## Action item
The answer must restate every entry exactly as it appears.

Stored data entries
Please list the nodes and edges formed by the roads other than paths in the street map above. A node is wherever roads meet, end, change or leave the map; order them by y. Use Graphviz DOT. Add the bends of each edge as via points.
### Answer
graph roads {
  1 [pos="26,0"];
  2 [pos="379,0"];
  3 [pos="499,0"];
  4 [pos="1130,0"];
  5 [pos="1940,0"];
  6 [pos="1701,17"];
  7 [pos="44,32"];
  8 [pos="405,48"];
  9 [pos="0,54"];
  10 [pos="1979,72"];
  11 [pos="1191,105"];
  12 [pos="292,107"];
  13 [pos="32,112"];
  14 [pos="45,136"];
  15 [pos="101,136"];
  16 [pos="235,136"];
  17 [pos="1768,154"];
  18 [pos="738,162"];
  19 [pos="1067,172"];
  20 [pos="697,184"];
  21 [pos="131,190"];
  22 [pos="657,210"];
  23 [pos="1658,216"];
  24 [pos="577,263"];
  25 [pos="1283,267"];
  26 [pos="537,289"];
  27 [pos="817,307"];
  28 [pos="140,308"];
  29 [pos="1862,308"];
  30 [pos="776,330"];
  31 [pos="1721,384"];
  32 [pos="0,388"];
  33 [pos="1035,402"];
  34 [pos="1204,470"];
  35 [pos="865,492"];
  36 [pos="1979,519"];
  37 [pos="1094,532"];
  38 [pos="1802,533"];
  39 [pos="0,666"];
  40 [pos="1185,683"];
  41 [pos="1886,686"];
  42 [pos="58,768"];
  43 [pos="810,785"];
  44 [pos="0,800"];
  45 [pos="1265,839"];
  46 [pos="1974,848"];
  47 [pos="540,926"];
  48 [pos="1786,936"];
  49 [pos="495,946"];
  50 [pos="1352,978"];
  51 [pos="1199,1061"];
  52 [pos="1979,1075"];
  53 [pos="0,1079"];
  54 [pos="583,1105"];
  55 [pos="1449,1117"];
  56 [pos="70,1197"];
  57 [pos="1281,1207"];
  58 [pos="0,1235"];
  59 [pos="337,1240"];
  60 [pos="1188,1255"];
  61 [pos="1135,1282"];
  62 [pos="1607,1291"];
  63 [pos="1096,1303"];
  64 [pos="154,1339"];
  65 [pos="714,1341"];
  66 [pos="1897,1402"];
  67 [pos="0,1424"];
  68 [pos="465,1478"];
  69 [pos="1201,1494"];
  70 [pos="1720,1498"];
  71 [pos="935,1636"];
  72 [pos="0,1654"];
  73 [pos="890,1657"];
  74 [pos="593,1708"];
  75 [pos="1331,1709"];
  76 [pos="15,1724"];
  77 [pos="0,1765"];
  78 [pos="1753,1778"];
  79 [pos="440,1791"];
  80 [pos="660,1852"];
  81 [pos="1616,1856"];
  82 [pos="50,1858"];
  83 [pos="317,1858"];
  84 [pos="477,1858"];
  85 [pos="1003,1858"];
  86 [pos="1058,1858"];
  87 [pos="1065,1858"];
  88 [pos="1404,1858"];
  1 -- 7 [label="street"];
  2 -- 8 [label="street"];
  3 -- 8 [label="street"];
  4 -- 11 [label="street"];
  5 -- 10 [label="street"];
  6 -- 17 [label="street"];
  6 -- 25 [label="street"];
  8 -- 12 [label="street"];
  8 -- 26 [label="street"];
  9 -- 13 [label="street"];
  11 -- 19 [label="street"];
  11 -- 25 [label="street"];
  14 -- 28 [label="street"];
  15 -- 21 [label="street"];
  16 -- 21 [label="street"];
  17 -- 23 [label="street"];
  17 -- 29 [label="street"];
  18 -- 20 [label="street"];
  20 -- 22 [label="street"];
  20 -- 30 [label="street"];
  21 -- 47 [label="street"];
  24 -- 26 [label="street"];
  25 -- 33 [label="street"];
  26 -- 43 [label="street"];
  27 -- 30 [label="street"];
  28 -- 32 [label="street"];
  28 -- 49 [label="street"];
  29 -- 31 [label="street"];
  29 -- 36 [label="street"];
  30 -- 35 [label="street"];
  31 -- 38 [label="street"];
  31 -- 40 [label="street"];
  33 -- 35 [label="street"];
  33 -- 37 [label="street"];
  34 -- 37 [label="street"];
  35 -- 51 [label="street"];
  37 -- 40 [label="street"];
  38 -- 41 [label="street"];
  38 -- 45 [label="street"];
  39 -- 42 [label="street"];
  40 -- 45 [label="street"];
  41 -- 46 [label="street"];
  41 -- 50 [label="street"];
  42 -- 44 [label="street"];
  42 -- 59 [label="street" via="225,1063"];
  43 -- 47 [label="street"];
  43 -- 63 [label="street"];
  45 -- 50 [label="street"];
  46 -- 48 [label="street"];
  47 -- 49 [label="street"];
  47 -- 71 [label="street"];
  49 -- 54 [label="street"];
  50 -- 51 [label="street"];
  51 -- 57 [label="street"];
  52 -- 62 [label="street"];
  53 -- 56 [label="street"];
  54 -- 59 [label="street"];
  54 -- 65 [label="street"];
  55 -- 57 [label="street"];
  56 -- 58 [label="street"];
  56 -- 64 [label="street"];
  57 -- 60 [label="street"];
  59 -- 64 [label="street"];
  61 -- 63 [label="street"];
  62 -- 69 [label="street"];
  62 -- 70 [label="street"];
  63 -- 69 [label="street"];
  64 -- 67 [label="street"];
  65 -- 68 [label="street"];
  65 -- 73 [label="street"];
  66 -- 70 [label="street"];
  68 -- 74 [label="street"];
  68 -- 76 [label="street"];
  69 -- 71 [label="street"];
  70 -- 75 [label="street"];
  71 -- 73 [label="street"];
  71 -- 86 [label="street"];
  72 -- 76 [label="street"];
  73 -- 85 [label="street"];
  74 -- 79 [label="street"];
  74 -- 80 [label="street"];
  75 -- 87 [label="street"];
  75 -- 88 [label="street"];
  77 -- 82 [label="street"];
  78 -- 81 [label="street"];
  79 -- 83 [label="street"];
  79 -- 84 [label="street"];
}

## Answer section
Please list the nodes and edges formed by the roads other than paths in the street map above. A node is wherever roads meet, end, change or leave the map; order them by y. Use Graphviz DOT. Add the bends of each edge as via points.
### Answer
graph roads {
  1 [pos="26,0"];
  2 [pos="379,0"];
  3 [pos="499,0"];
  4 [pos="1130,0"];
  5 [pos="1940,0"];
  6 [pos="1701,17"];
  7 [pos="44,32"];
  8 [pos="405,48"];
  9 [pos="0,54"];
  10 [pos="1979,72"];
  11 [pos="1191,105"];
  12 [pos="292,107"];
  13 [pos="32,112"];
  14 [pos="45,136"];
  15 [pos="101,136"];
  16 [pos="235,136"];
  17 [pos="1768,154"];
  18 [pos="738,162"];
  19 [pos="1067,172"];
  20 [pos="697,184"];
  21 [pos="131,190"];
  22 [pos="657,210"];
  23 [pos="1658,216"];
  24 [pos="577,263"];
  25 [pos="1283,267"];
  26 [pos="537,289"];
  27 [pos="817,307"];
  28 [pos="140,308"];
  29 [pos="1862,308"];
  30 [pos="776,330"];
  31 [pos="1721,384"];
  32 [pos="0,388"];
  33 [pos="1035,402"];
  34 [pos="1204,470"];
  35 [pos="865,492"];
  36 [pos="1979,519"];
  37 [pos="1094,532"];
  38 [pos="1802,533"];
  39 [pos="0,666"];
  40 [pos="1185,683"];
  41 [pos="1886,686"];
  42 [pos="58,768"];
  43 [pos="810,785"];
  44 [pos="0,800"];
  45 [pos="1265,839"];
  46 [pos="1974,848"];
  47 [pos="540,926"];
  48 [pos="1786,936"];
  49 [pos="495,946"];
  50 [pos="1352,978"];
  51 [pos="1199,1061"];
  52 [pos="1979,1075"];
  53 [pos="0,1079"];
  54 [pos="583,1105"];
  55 [pos="1449,1117"];
  56 [pos="70,1197"];
  57 [pos="1281,1207"];
  58 [pos="0,1235"];
  59 [pos="337,1240"];
  60 [pos="1188,1255"];
  61 [pos="1135,1282"];
  62 [pos="1607,1291"];
  63 [pos="1096,1303"];
  64 [pos="154,1339"];
  65 [pos="714,1341"];
  66 [pos="1897,1402"];
  67 [pos="0,1424"];
  68 [pos="465,1478"];
  69 [pos="1201,1494"];
  70 [pos="1720,1498"];
  71 [pos="935,1636"];
  72 [pos="0,1654"];
  73 [pos="890,1657"];
  74 [pos="593,1708"];
  75 [pos="1331,1709"];
  76 [pos="15,1724"];
  77 [pos="0,1765"];
  78 [pos="1753,1778"];
  79 [pos="440,1791"];
  80 [pos="660,1852"];
  81 [pos="1616,1856"];
  82 [pos="50,1858"];
  83 [pos="317,1858"];
  84 [pos="477,1858"];
  85 [pos="1003,1858"];
  86 [pos="1058,1858"];
  87 [pos="1065,1858"];
  88 [pos="1404,1858"];
  1 -- 7 [label="street"];
  2 -- 8 [label="street"];
  3 -- 8 [label="street"];
  4 -- 11 [label="street"];
  5 -- 10 [label="street"];
  6 -- 17 [label="street"];
  6 -- 25 [label="street"];
  8 -- 12 [label="street"];
  8 -- 26 [label="street"];
  9 -- 13 [label="street"];
  11 -- 19 [label="street"];
  11 -- 25 [label="street"];
  14 -- 28 [label="street"];
  15 -- 21 [label="street"];
  16 -- 21 [label="street"];
  17 -- 23 [label="street"];
  17 -- 29 [label="street"];
  18 -- 20 [label="street"];
  20 -- 22 [label="street"];
  20 -- 30 [label="street"];
  21 -- 47 [label="street"];
  24 -- 26 [label="street"];
  25 -- 33 [label="street"];
  26 -- 43 [label="street"];
  27 -- 30 [label="street"];
  28 -- 32 [label="street"];
  28 -- 49 [label="street"];
  29 -- 31 [label="street"];
  29 -- 36 [label="street"];
  30 -- 35 [label="street"];
  31 -- 38 [label="street"];
  31 -- 40 [label="street"];
  33 -- 35 [label="street"];
  33 -- 37 [label="street"];
  34 -- 37 [label="street"];
  35 -- 51 [label="street"];
  37 -- 40 [label="street"];
  38 -- 41 [label="street"];
  38 -- 45 [label="street"];
  39 -- 42 [label="street"];
  40 -- 45 [label="street"];
  41 -- 46 [label="street"];
  41 -- 50 [label="street"];
  42 -- 44 [label="street"];
  42 -- 59 [label="street" via="225,1063"];
  43 -- 47 [label="street"];
  43 -- 63 [label="street"];
  45 -- 50 [label="street"];
  46 -- 48 [label="street"];
  47 -- 49 [label="street"];
  47 -- 71 [label="street"];
  49 -- 54 [label="street"];
  50 -- 51 [label="street"];
  51 -- 57 [label="street"];
  52 -- 62 [label="street"];
  53 -- 56 [label="street"];
  54 -- 59 [label="street"];
  54 -- 65 [label="street"];
  55 -- 57 [label="street"];
  56 -- 58 [label="street"];
  56 -- 64 [label="street"];
  57 -- 60 [label="street"];
  59 -- 64 [label="street"];
  61 -- 63 [label="street"];
  62 -- 69 [label="street"];
  62 -- 70 [label="street"];
  63 -- 69 [label="street"];
  64 -- 67 [label="street"];
  65 -- 68 [label="street"];
  65 -- 73 [label="street"];
  66 -- 70 [label="street"];
  68 -- 74 [label="street"];
  68 -- 76 [label="street"];
  69 -- 71 [label="street"];
  70 -- 75 [label="street"];
  71 -- 73 [label="street"];
  71 -- 86 [label="street"];
  72 -- 76 [label="street"];
  73 -- 85 [label="street"];
  74 -- 79 [label="street"];
  74 -- 80 [label="street"];
  75 -- 87 [label="street"];
  75 -- 88 [label="street"];
  77 -- 82 [label="street"];
  78 -- 81 [label="street"];
  79 -- 83 [label="street"];
  79 -- 84 [label="street"];
}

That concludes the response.